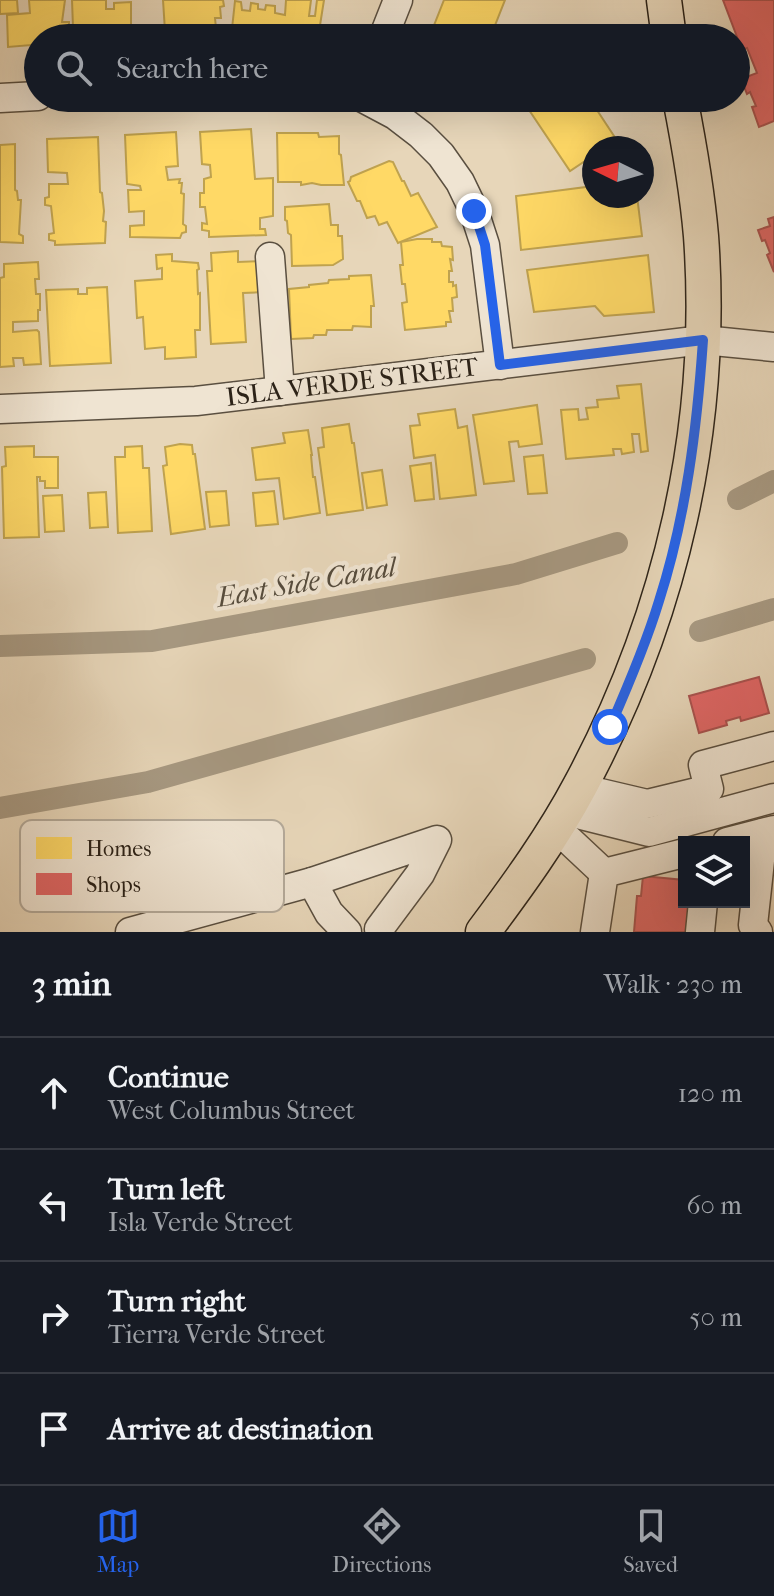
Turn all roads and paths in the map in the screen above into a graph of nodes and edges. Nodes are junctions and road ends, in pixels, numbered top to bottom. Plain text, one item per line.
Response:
1 (398, 0) edge
2 (664, 0) edge
3 (389, 24) edge
4 (667, 24) edge
5 (24, 97) edge
6 (0, 98) edge
7 (389, 112) edge
8 (683, 112) edge
9 (270, 257) dead end
10 (703, 340) junction
11 (774, 347) edge
12 (500, 365) junction
13 (280, 391) junction
14 (0, 409) edge
15 (774, 746) edge
16 (774, 798) edge
17 (567, 809) junction
18 (769, 831) edge
19 (678, 854) edge
20 (604, 873) junction
21 (312, 882) junction
22 (284, 890) edge
23 (702, 908) edge
24 (203, 912) edge
25 (379, 929) dead end
26 (487, 931) edge
27 (130, 932) edge
28 (347, 932) edge
29 (595, 932) edge
30 (700, 932) edge
31 (758, 932) edge

1 - 3 street
2 - 4 main road
5 - 6 street
7 - 12 street
8 - 10 main road
9 - 13 street
10 - 11 street, ISLA VERDE STREET
10 - 12 street, ISLA VERDE STREET
10 - 17 main road
12 - 13 street, ISLA VERDE STREET
13 - 14 street, ISLA VERDE STREET
15 - 17 street
16 - 17 street
17 - 20 street
17 - 26 main road
18 - 31 street
19 - 20 street
20 - 29 street
21 - 22 street
21 - 25 street
21 - 28 street
23 - 30 street
24 - 27 street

::::

__THE TASK__:
Output the records above exactly, omitting the pictures.

__RESPONSE BOX__:
Turn all roads and paths in the map in the screen above into a graph of nodes and edges. Nodes are junctions and road ends, in pixels, numbered top to bottom. Plain text, one item per line.
Response:
1 (398, 0) edge
2 (664, 0) edge
3 (389, 24) edge
4 (667, 24) edge
5 (24, 97) edge
6 (0, 98) edge
7 (389, 112) edge
8 (683, 112) edge
9 (270, 257) dead end
10 (703, 340) junction
11 (774, 347) edge
12 (500, 365) junction
13 (280, 391) junction
14 (0, 409) edge
15 (774, 746) edge
16 (774, 798) edge
17 (567, 809) junction
18 (769, 831) edge
19 (678, 854) edge
20 (604, 873) junction
21 (312, 882) junction
22 (284, 890) edge
23 (702, 908) edge
24 (203, 912) edge
25 (379, 929) dead end
26 (487, 931) edge
27 (130, 932) edge
28 (347, 932) edge
29 (595, 932) edge
30 (700, 932) edge
31 (758, 932) edge

1 - 3 street
2 - 4 main road
5 - 6 street
7 - 12 street
8 - 10 main road
9 - 13 street
10 - 11 street, ISLA VERDE STREET
10 - 12 street, ISLA VERDE STREET
10 - 17 main road
12 - 13 street, ISLA VERDE STREET
13 - 14 street, ISLA VERDE STREET
15 - 17 street
16 - 17 street
17 - 20 street
17 - 26 main road
18 - 31 street
19 - 20 street
20 - 29 street
21 - 22 street
21 - 25 street
21 - 28 street
23 - 30 street
24 - 27 street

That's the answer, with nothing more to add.